Pour les deux opposants russes, l’échec de la politique de Poutine est lié à sa « vision mafieuse de l’Etat ». Le président Poutine est devenu l’un des hommes les plus riches du monde et a créé un système de corruption généralisée qui bénéficie en premier lieu à sa famille et à son cercle de proches. Alors que, en 2000, il n’y avait pas un seul milliardaire en Russie, il y a aujourd’hui, selon le journal Forbes, 96 milliardaires russes en dollars. C’est ainsi que 10 % de la population contrôle 77 % de la richesse nationale russe. Ces chiffres recoupent ceux que l’universitaire américaine Karen Dawisha avait publiés dans Putin’s Kleptocracy (« la kleptocracie de Poutine ») en 2014. En février dernier, une vidéo présentée par Alexeï Navalny sur son site a montré le vice-premier ministre russe, Sergueï Prikhodko, sur le yacht d’un oligarque russe, Oleg Deripaska, propriétaire du géant de l’aluminium Rusal, en compagnie d’une call-girl et discutant des moyens de corrompre des figures politiques américaines.

Simulacre de démocratie

Les deux auteurs fustigent enfin l’absence de liberté d’expression en Russie. Cela est probablement la clé principale permettant de comprendre pourquoi les Russes ne se révoltent pas encore face au simulacre de démocratie mis en place par le Kremlin. En effet, il suffit aujourd’hui en Russie d’un message sur les réseaux sociaux hostile à l’annexion de la Crimée pour être envoyé pendant deux ans en prison.

Lorsque Alexeï Navalny organise des manifestations hostiles au régime, il est immédiatement arrêté et jeté en prison. Et lorsque Yachine et Milov ont voulu remettre leur rapport à la presse le 11 mars, ils ont dû s’excuser en expliquant que tout le tirage venait d’être saisi par la police. Celle-ci voulait vérifier qu’il ne s’agissait pas d’une littérature extrémiste…

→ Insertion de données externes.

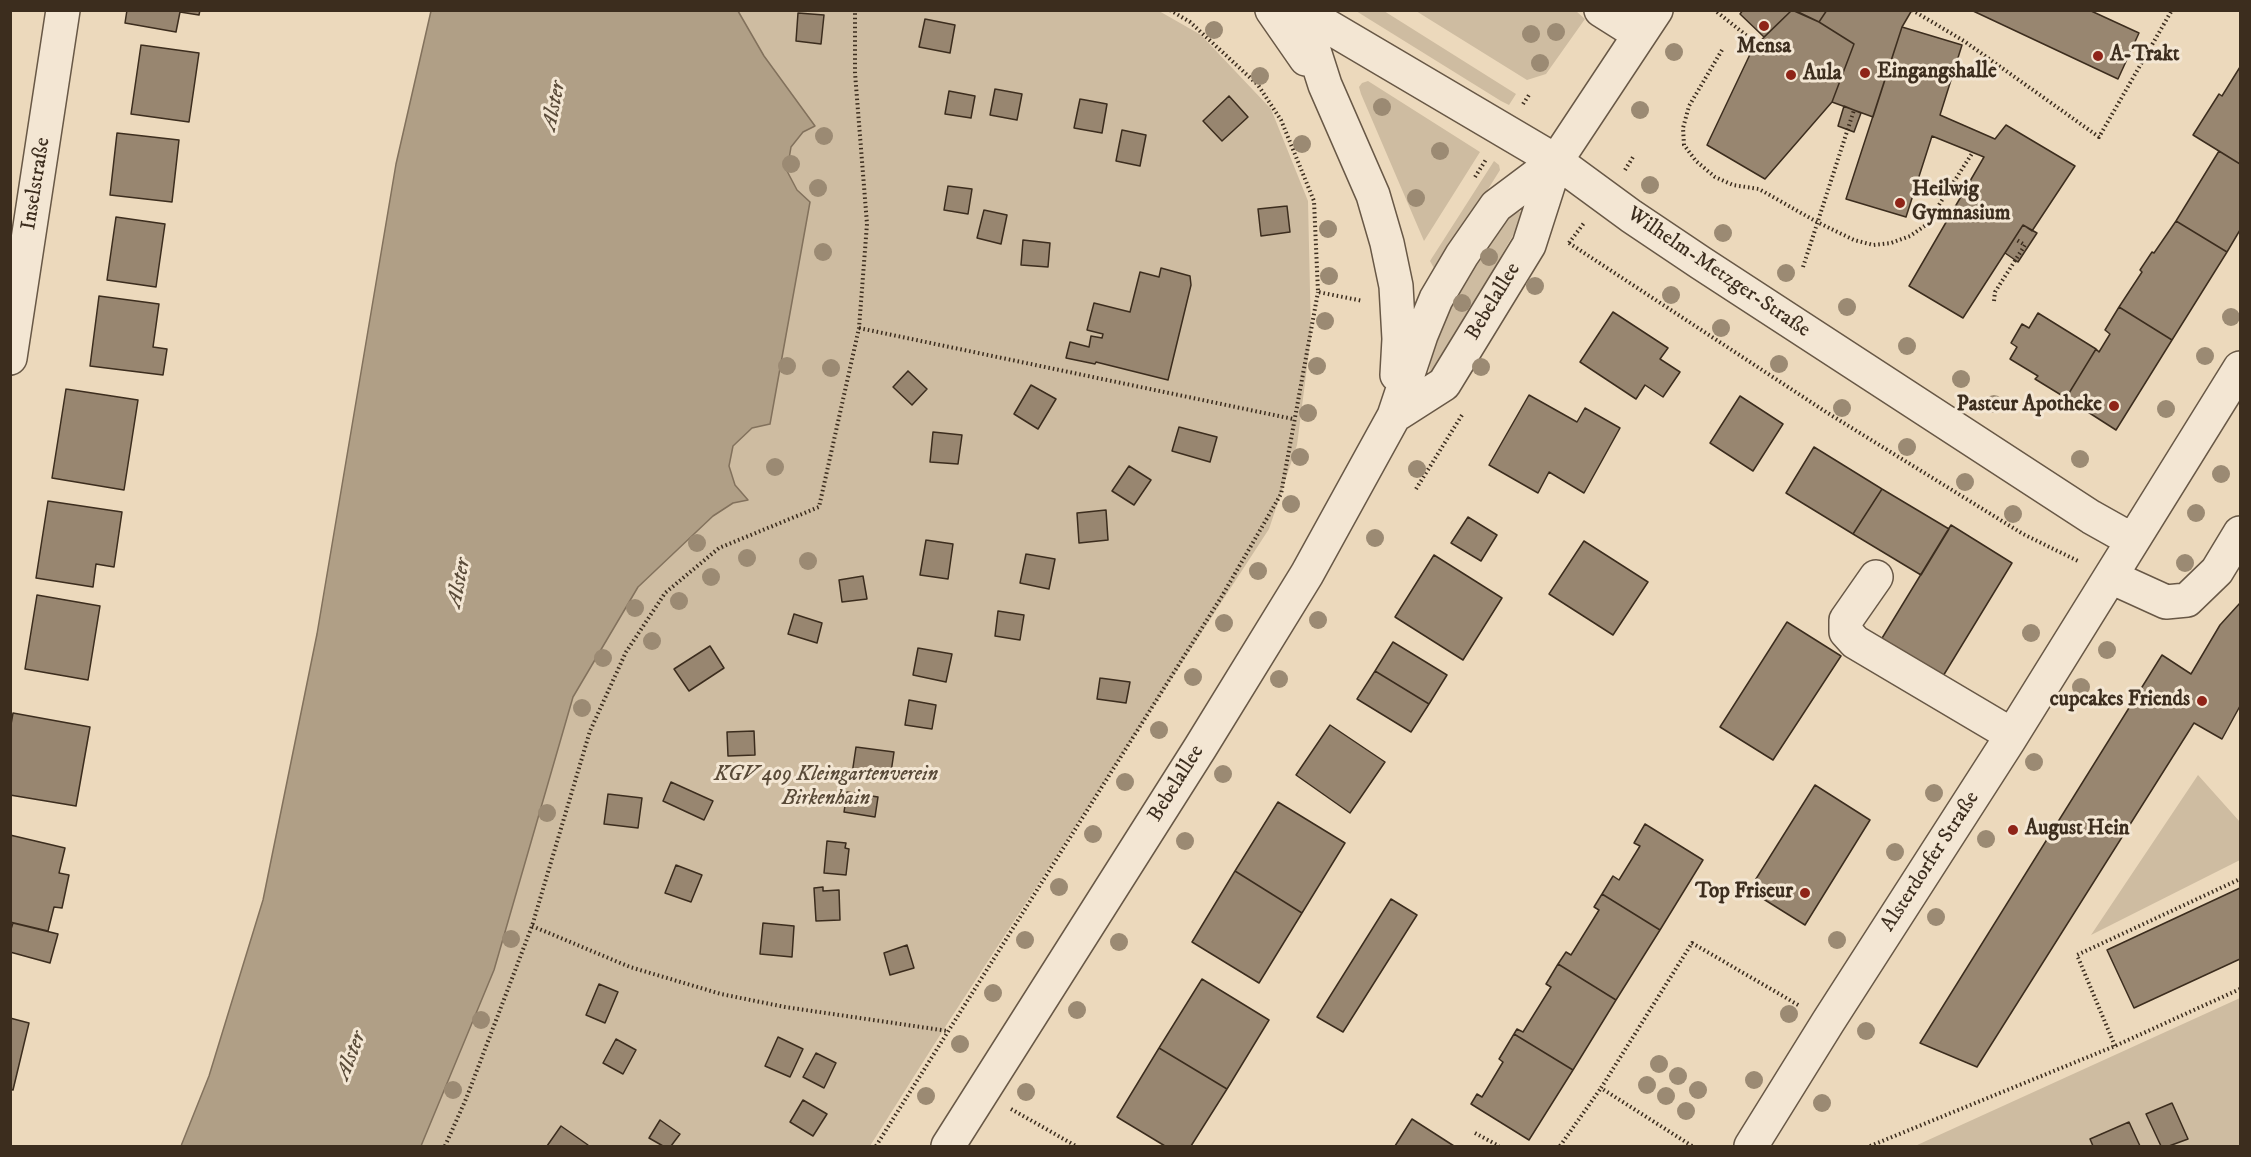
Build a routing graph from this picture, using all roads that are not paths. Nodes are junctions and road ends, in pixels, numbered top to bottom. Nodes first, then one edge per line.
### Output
1 (63, 10) edge
2 (1272, 10) edge
3 (1601, 10) edge
4 (1301, 11) edge
5 (1648, 22) edge
6 (1325, 85) junction
7 (1556, 162) junction
8 (10, 358) edge
9 (2241, 368) edge
10 (1394, 416) junction
11 (2241, 533) edge
12 (2132, 540) junction
13 (1876, 577) dead end
14 (2111, 577) junction
15 (2012, 735) junction
16 (948, 1146) edge
17 (1751, 1146) edge

1 - 8 street, Inselstraße
2 - 6 street, Wilhelm-Metzger-Straße
3 - 5 street
4 - 6 street, Wilhelm-Metzger-Straße
4 - 7 street, Wilhelm-Metzger-Straße
5 - 7 street, Bebelallee
6 - 10 street, Wilhelm-Metzger-Straße
7 - 10 street, Bebelallee
7 - 10 street, Bebelallee
7 - 12 street, Wilhelm-Metzger-Straße
9 - 12 street, Alsterdorfer Straße
10 - 16 street, Bebelallee
11 - 14 street
12 - 14 street, Alsterdorfer Straße
13 - 15 street
14 - 15 street, Alsterdorfer Straße
15 - 17 street, Alsterdorfer Straße

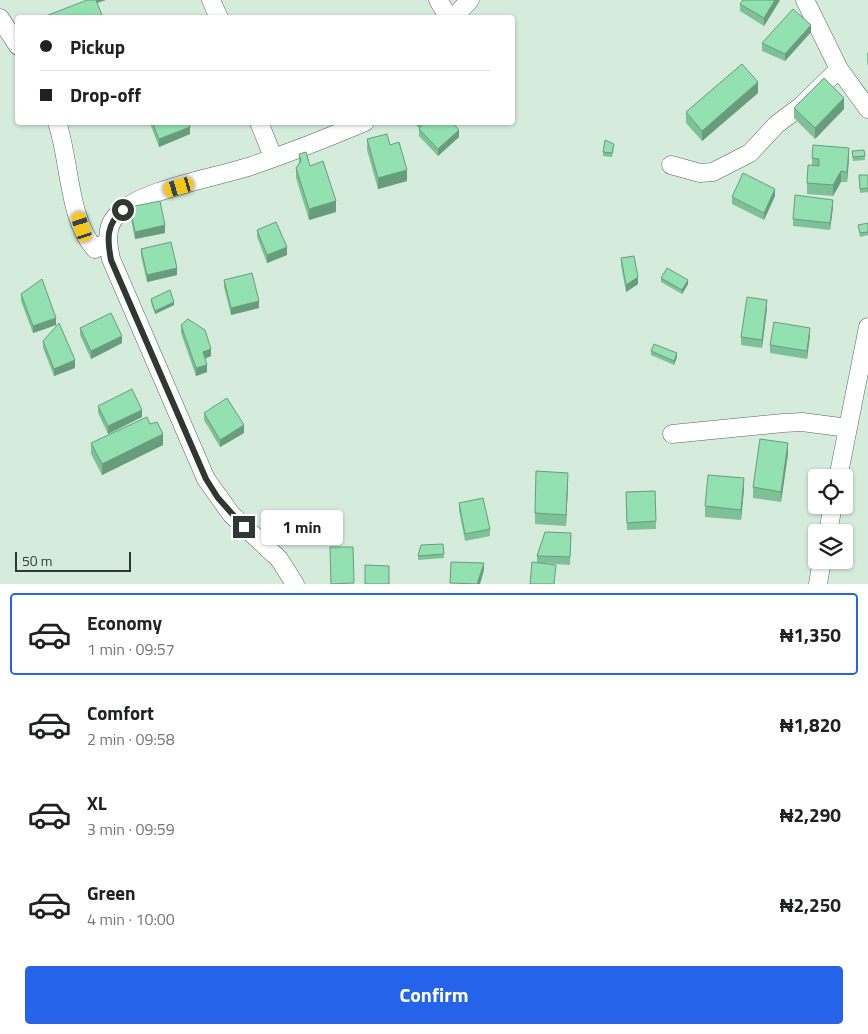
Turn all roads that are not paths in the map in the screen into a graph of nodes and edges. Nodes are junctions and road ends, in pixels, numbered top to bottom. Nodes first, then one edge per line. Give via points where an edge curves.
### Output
1 (212, 0) edge
2 (438, 0) edge
3 (470, 0) edge
4 (805, 0) edge
5 (218, 15) edge
6 (447, 15) edge
7 (456, 15) edge
8 (0, 18) edge
9 (15, 41) edge
10 (839, 69) junction
11 (868, 109) edge
12 (58, 125) edge
13 (260, 125) edge
14 (358, 125) edge
15 (273, 156) junction
16 (671, 165) dead end
17 (107, 242) junction
18 (868, 326) edge
19 (848, 428) junction
20 (672, 434) dead end
21 (840, 469) edge
22 (820, 569) edge
23 (295, 584) edge
24 (818, 584) edge

1 - 5 street
2 - 6 street
3 - 7 street
4 - 10 street
8 - 9 street
10 - 11 street
10 - 16 street via 800,107 777,124 750,153 713,172 700,173
12 - 17 street via 68,183 82,227 95,249
13 - 15 street
14 - 15 street
15 - 17 street via 252,166 161,192 133,204 114,217
17 - 23 street via 111,260 206,479 232,514 279,559
18 - 19 street
19 - 20 street via 783,422
19 - 21 street
22 - 24 street

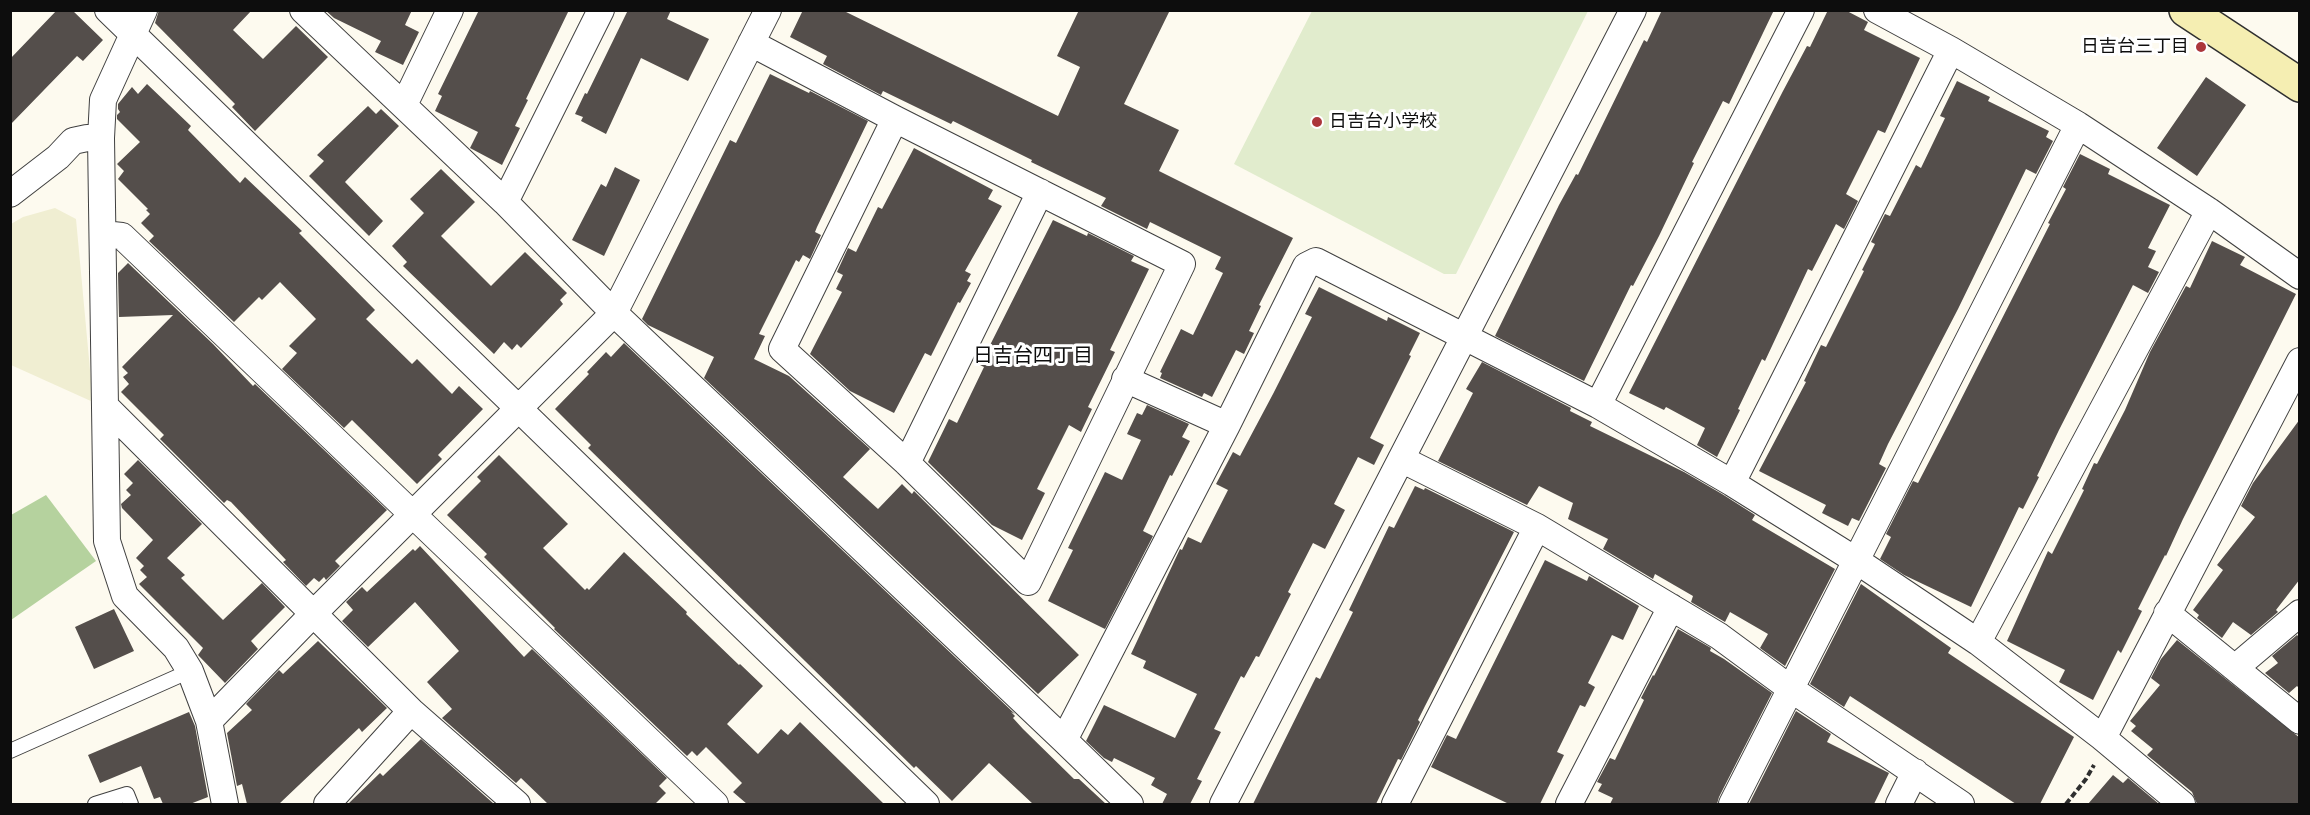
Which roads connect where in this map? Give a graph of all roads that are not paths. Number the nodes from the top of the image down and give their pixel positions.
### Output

L’interdiction de toute véritable opposition permet de comprendre pourquoi Vladimir Poutine n’a pratiquement pas fait campagne, à part quelques interviews, deux films, une apparition de trois minutes à un rassemblement, une adresse au Parlement russe et un court voyage le 14 mars en Crimée. Car, malgré toutes les protestations internationales, les Criméens votent pour la première fois dans le cadre de la Fédération de Russie. Poutine a donc eu à cœur d’organiser ses services afin de pousser la population à voter pour lui. Le 18 mars, jour du scrutin, sera en effet le quatrième anniversaire de l’annexion illégale de la presqu’île ukrainienne.

Par Antoine Arjakovsky, historien. Il est l’auteur de « Voyage de Saint-Pétersbourg. Anatomie de l’âme russe » (Salvator, 2018, 192 pages, 20 euros).